El arzobispo agustino recoleto de Los Altos, Quetzaltenango – Totonicapán (Guatemala), Mons. Mario Alberto Molina, reflexiona sobre la Palabra de Dios de este domingo 15 de marzo.
Cuando todavía no teníamos fuerzas para salir del pecado, Cristo murió por los pecadores en el tiempo señalado. La prueba de que Dios nos ama está en que Cristo murió por nosotros, cuando aún éramos pecadores. Estas palabras, tomadas del final de la segunda lectura de hoy, de la carta de san Pablo a los romanos, condensan admirablemente el evangelio cristiano. En primer lugar, nos dice que hay un Dios que nos ama, que quiere nuestro bien, que nos ha creado y que quiere para nosotros, la alegría, el gozo, la plenitud. Es un Dios que nos sigue amando a pesar de que le hemos dado la espalda, a pesar de que con nuestras acciones hemos procurado nuestra propia destrucción, la de nuestra familia y la de nuestra comunidad. En segundo lugar, esa frase nos dice que, para manifestar ese amor, Dios envió a este mundo a su Hijo Jesucristo, quien murió por nosotros cuando aún éramos pecadores. El amor de Dios por nosotros es tan grande que su Hijo Jesucristo estuvo dispuesto a morir en la cruz para dar testimonio de él. Por lo tanto, es un amor del que podemos fiarnos, pues es tan grande y se manifestó a precio tan alto. En tercer lugar, y quizá esto sea lo que más nos impacta, Dios nos dio y nos sigue dando las pruebas de su amor mientras todavía somos pecadores. El perdón de Dios se adelanta a nuestro arrepentimiento. Mientras en los pleitos humanos, el ofensor arrepentido debe humillarse, suplicar y convencer a quien ofendió para que acceda a perdonarlo; en nuestras relaciones con Dios, Él nos muestra primero su amor, envía a su Hijo a morir por nosotros, nos extiende su perdón, y se esfuerza por convencernos de que nos arrepintamos, a fin de que su perdón nos purifique, nos rehabilite y cancele nuestro pasado. Dios va por delante de nosotros.
Acogemos el perdón de Dios a través del arrepentimiento de nuestras acciones destructivas, y poniendo nuestra fe en Dios.

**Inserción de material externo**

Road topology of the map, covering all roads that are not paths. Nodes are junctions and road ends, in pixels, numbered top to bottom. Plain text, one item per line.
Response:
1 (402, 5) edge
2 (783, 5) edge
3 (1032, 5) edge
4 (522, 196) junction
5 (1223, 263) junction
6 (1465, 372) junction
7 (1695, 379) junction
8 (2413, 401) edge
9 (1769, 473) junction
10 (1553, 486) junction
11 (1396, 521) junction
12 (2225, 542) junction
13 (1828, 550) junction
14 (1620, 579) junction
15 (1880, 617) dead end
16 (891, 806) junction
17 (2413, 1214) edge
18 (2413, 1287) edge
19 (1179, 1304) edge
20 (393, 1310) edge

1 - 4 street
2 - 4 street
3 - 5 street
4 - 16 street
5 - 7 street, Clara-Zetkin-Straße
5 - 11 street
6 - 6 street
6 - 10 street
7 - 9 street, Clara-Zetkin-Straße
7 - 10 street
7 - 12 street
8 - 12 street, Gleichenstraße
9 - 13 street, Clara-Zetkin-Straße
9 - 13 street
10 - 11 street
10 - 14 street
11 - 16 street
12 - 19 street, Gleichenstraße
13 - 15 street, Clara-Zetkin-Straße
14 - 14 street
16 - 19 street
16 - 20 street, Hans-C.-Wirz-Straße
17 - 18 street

La actitud creyente ante Dios es la del que acepta que, por sí mismo, no se puede rehabilitar, por sí mismo no puede alcanzar el gozo y la plenitud que ansía. Solo las puede recibir gratuitamente de Dios, y por eso cree en Dios y en su Hijo Jesucristo. Solo ese acto nuestro permite que Dios nos constituya, nos establezca en su justicia y santidad. Así lo dice san Pablo: Ya que hemos sido justificados por la fe, mantengámonos en paz con Dios, por mediación de nuestro Señor Jesucristo. Por él hemos obtenido, con la fe, la entrada al mundo de la gracia, en la cual nos encontramos; por él podemos gloriarnos de tener la esperanza de participar en la gloria de Dios. En nuestro bautismo, que recibimos de niños, sin darnos cuenta, Dios nos mostró su amor. Él se nos adelantó. No esperó que creciéramos, que lo conociéramos, que lo eligiéramos, que lo amáramos para darse Él entonces por enterado y tendernos la mano. Antes de tener nosotros uso de razón, en el bautismo, Dios nos conoció, nos eligió y nos amó. Solo después, llegados al uso de razón, pudimos hacer un acto consciente de fe y de amor y conocer, elegir, amar y entregarnos al Dios que nos amó primero. Por eso decimos que estamos establecidos en un mundo de gracia, de favor, porque Dios actuó primero en nosotros.
Y todavía más, Dios nos da la seguridad de sus promesas enviando a nuestros corazones su Espíritu Santo. El Espíritu se nos da en el bautismo y la confirmación, pero experimentamos su presencia en esas experiencias y vivencias, fugaces, a veces únicas, que Dios suscita en nuestro interior, en las que conocemos su amor, su gozo, su plenitud. Las personas con sensibilidad religiosa con frecuencia dan testimonio de haber vivido momentos de plenitud y sentido. Es la huella del Espíritu Santo en nosotros. Lo dice san Pablo: La esperanza de alcanzar la gloria de Dios no defrauda, porque Dios ha infundido su amor en nuestros corazones por medio del Espíritu Santo, que Él mismo nos ha dado. Esas vivencias fugaces y limitadas de plenitud y gozo con que Dios nos favorece por el don de su Espíritu son adelanto del cielo, anticipo y garantía, de la gloria que esperamos.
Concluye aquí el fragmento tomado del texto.